Friday, July 29, 2011

He is so Other Than...

I got off work early tonight, so I went down to EGS (Encounter God Service).  I came in 2.5 hours late, but that's ok cause it's technically a 4 hours service with a 2-hr Prayer Room set after.  I walked in, beat, tired (more like utterly exhausted), but not sad.  I was in a pleasant mood. :)   I walked across the FCF (Forerunner Christian Fellowship...everything at IHOP is acronyms!) Auditorium trying to find a seat as Mike Bickle was giving his message.  I didn't hear the beginning and I think I came about 5-10 minutes into the message.  That's when Mike really gets into the notes; the first five minutes.  I was kinda bummed cause there weren't any notes left to take, and I'm visual (and didn't have my Bible), so notes would've been nice.  It didn't bother me much though.  Finding a seat was much more important.

The place was so crowded, they pulled out the orange plastic chairs from the basketball court, which is on the far side in another "room".  Still, nothing.  I was secretly hoping I'd see some people I knew who'd give me a seat, but finding anyone in this crowd was a little difficult.

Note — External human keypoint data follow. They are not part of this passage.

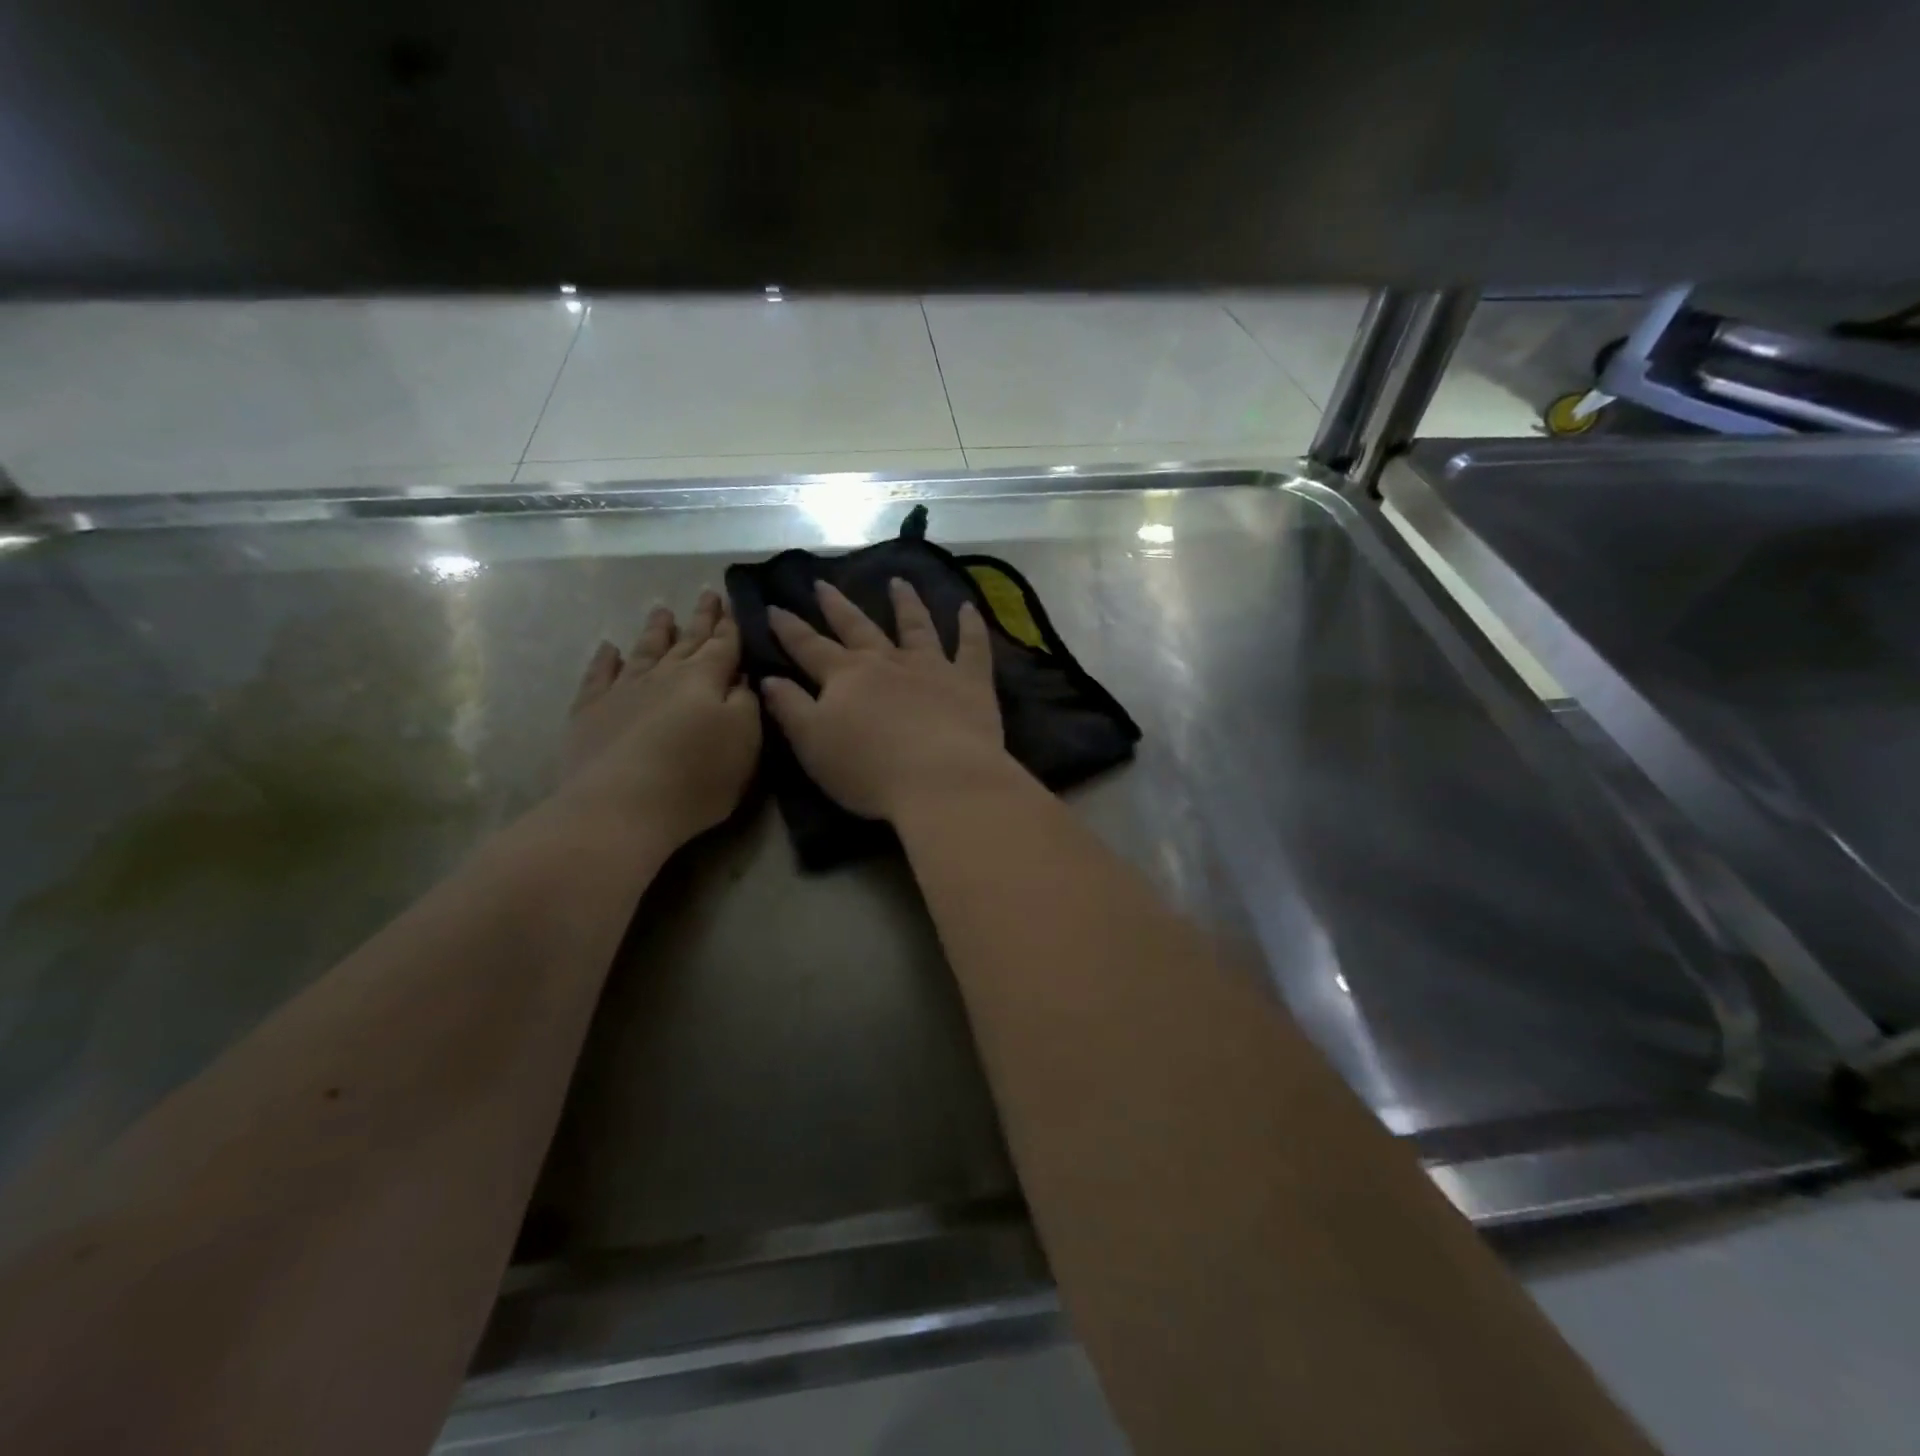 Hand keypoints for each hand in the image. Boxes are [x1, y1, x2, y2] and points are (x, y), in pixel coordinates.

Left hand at [560, 590, 760, 845]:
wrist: (620, 807)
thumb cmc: (696, 778)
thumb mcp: (745, 742)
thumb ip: (747, 703)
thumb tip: (742, 676)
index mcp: (705, 679)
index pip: (723, 645)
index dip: (730, 626)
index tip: (732, 603)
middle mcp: (664, 675)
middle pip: (686, 642)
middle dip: (700, 619)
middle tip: (707, 594)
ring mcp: (623, 691)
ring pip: (644, 651)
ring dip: (656, 631)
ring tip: (662, 611)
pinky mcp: (590, 712)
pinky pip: (599, 676)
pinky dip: (605, 660)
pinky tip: (608, 648)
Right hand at [761, 579, 1018, 821]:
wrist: (941, 779)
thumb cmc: (869, 770)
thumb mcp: (813, 744)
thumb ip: (790, 709)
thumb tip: (769, 679)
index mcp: (846, 677)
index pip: (810, 647)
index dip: (790, 629)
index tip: (775, 607)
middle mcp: (887, 662)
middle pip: (858, 627)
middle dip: (838, 606)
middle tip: (824, 583)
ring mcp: (932, 667)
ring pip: (916, 626)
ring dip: (906, 603)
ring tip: (898, 582)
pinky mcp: (971, 681)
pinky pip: (972, 646)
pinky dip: (971, 625)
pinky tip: (968, 607)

I found a seat on the floor right in front of the doors that lead to the basketball courts (it's an indoor gym).  Mike was saying something about how Yeshua leaves the 99 and goes after that one.  He talked about how Yeshua -- after we run away from the Lord for whatever reason -- goes after us and puts all these circumstances in our path that either starve us out, or slowly help us to see Him.  Then, we tell everyone how we found God!  haha.  I think that's kind of true how the Lord sets all these situations up for us and goes looking for us, and after He finds us, we say, "Oh, Lord!  There You are!  I have been looking for You and have found You!"  The Word of God says (somewhere, lol)  that we once were lost and now are found (it's also in Amazing Grace).  Who are we found by?  God!  He found us! :D  That means.....He's lookin' for ya. :)

Mike continued by talking about the parable of the Prodigal Son, and how it's really about a Father first, who loves His sons.  He showed us how we mostly see God as angry or mad at us, like He's waiting for us to finally get it.  But the reality is, God is searching for us.  Obviously, He knows where we are.  I don't mean in a physical sense.  To be honest, I'm not really sure what it means at all.  I just know that the Word of God says it.  He goes after that one sheep.  He goes looking for him.

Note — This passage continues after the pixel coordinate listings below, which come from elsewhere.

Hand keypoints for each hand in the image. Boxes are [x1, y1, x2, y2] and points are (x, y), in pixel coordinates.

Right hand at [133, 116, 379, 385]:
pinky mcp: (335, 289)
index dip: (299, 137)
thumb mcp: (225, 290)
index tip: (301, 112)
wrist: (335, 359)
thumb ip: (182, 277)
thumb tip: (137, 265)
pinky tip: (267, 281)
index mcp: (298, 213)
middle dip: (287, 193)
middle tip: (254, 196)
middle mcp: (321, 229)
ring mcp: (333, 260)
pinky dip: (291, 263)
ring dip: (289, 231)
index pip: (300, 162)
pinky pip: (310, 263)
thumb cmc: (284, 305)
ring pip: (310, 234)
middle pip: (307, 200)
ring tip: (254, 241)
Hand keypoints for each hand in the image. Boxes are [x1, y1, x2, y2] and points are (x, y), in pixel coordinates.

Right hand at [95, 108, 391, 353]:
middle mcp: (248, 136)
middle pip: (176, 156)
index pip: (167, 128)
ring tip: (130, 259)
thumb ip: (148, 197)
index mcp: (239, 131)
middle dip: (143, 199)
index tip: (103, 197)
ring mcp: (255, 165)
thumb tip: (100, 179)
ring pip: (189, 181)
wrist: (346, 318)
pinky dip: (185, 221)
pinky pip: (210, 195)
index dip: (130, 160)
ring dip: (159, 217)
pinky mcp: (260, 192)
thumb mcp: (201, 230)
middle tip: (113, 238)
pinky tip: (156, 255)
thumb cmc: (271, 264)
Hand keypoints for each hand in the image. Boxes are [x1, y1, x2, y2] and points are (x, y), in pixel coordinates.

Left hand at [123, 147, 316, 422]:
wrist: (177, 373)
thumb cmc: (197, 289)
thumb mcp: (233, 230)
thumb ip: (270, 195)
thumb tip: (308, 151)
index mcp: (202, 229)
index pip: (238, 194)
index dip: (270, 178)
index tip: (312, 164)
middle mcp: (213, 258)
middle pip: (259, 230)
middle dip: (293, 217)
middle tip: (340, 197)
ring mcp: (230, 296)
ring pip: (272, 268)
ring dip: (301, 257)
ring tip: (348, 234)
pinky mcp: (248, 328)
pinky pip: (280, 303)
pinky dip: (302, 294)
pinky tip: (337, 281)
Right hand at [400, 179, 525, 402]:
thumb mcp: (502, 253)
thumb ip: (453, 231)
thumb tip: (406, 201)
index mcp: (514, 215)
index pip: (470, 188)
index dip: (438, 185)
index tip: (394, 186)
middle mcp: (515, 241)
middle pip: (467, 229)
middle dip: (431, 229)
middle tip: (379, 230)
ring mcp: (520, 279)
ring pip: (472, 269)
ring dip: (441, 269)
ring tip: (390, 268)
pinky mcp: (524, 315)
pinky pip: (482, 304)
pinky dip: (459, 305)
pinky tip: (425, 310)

Mike ended by showing us that, like the prodigal son, we can sometimes try to negotiate with God.  Like, "God, if you just forgive me one more time, I promise I'll do all these works to make up for it.  I'll become the servant because I don't really deserve a seat in Your house."  The concept of works versus grace came up.

I find myself, many many times, hiding from God or shutting down to Him when I do something wrong.  It's almost like I become afraid that God will strike me down with a lightning bolt or tell everyone about what a horrible person I am (because I think He gives people words like that apparently, lol).  I struggle with feeling like my little issues are a burden to the Lord.  He doesn't really have time for stupid, insignificant me.  My problems are not worth His time.  I have to figure it out on my own cause He doesn't care enough to help me.  Then, when I get it wrong....big trouble.  Oh, here we go.  Dolly screwed up again.  When are you going to learn?  I end up feeling like this big pile of mush, and hiding even more from the Lord.

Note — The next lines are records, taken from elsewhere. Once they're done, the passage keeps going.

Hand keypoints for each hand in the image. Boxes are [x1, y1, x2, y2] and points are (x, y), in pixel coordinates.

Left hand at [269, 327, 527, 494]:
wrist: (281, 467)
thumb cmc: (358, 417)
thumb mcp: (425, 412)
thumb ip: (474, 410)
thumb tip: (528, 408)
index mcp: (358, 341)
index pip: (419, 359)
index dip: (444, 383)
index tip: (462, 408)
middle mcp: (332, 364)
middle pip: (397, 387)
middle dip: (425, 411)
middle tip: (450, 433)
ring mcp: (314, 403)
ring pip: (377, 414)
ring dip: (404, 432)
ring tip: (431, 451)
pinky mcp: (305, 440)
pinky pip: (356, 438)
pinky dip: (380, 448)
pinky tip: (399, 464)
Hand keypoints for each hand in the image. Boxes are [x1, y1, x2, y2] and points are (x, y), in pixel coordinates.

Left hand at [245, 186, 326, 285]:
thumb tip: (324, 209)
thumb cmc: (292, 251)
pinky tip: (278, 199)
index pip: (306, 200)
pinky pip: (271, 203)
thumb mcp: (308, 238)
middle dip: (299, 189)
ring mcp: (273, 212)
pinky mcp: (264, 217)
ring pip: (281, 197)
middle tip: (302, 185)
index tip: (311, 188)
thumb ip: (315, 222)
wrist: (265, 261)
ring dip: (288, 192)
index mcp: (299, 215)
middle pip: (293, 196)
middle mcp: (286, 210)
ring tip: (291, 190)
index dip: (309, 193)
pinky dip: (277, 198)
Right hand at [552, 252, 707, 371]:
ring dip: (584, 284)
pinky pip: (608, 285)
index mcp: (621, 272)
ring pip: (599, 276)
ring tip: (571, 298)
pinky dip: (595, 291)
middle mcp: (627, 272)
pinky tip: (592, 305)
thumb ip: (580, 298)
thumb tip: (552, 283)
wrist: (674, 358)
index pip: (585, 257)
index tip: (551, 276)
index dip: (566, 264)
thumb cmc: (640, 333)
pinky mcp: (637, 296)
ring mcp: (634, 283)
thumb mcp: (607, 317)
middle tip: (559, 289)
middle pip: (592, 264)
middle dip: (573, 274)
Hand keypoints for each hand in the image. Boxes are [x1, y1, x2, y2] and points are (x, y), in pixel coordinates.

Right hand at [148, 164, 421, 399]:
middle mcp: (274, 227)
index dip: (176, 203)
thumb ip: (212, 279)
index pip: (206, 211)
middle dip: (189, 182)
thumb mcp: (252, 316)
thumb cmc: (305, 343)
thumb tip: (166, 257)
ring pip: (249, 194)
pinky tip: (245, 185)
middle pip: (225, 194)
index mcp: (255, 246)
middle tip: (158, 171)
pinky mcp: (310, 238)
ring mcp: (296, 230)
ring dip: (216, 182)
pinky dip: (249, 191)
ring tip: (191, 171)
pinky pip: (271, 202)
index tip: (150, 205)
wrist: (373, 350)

Now, I won't go into detail about how my family dynamics almost directly correlate with why I view God that way, but I must say, most of us (because I KNOW I'm not the only one) have a real crooked view of how the Lord sees us.  Whether you're the perfectionist who thinks God only excepts the A+ or you're out, or you're the one who thinks God doesn't care enough anyway, so why bother.....we all have patterns that affect the way we view God.  Both of those views are wrong views of God, in case anyone thought their view was right. :D

I find myself in a pickle with a few things.  #1: What is the right view of God?  #2:  How can I actually allow that to become a real and lasting part of my life?

Well, I know what the right view of the Lord is.  He loves us and goes after us and we're each His favorite.  But, time and time again, I find myself struggling with old tapes and old lies about God and myself.  Does this mean I don't know God?  Absolutely not!  Actually, I think if people don't go through these kinds of things at more than one point in their life...they're probably lying or denying the reality of their relationship with God. Even the person with the perfect family doesn't actually have THE perfect family.  We can pretend all we want, folks, but no family is perfect no matter how hard they work to make a good life for you.

The other thing I have been struggling with is works versus grace.  I believe that grace actually empowers us to do the works, but works do not save us and grace is not an excuse to stop doing works.  But legitimately, what happens when you don't read your Bible every day or pray?  That doesn't mean we're going to hell...although it could turn out that way in the end if we don't do those things.  When you sin but then repent sincerely, God erases the sin as if it didn't happen.  Doesn't that seem weird to you?  He just...forgets.  No strings attached.  Well, God knows if I'm sincere, but how do I know I'm sincere?  And what happens when I'm not strong enough to take the darts of the enemy?  Does that mean I'm not a very strong believer?  Does that mean I'm not reading the Word enough? How come one message is about God's judgment and fury and another is about how much God loves us...and they're BOTH right?  Why is it so black and white...but at the same time it's so circumstantial?

I think I'm discovering the Otherness of God as we speak...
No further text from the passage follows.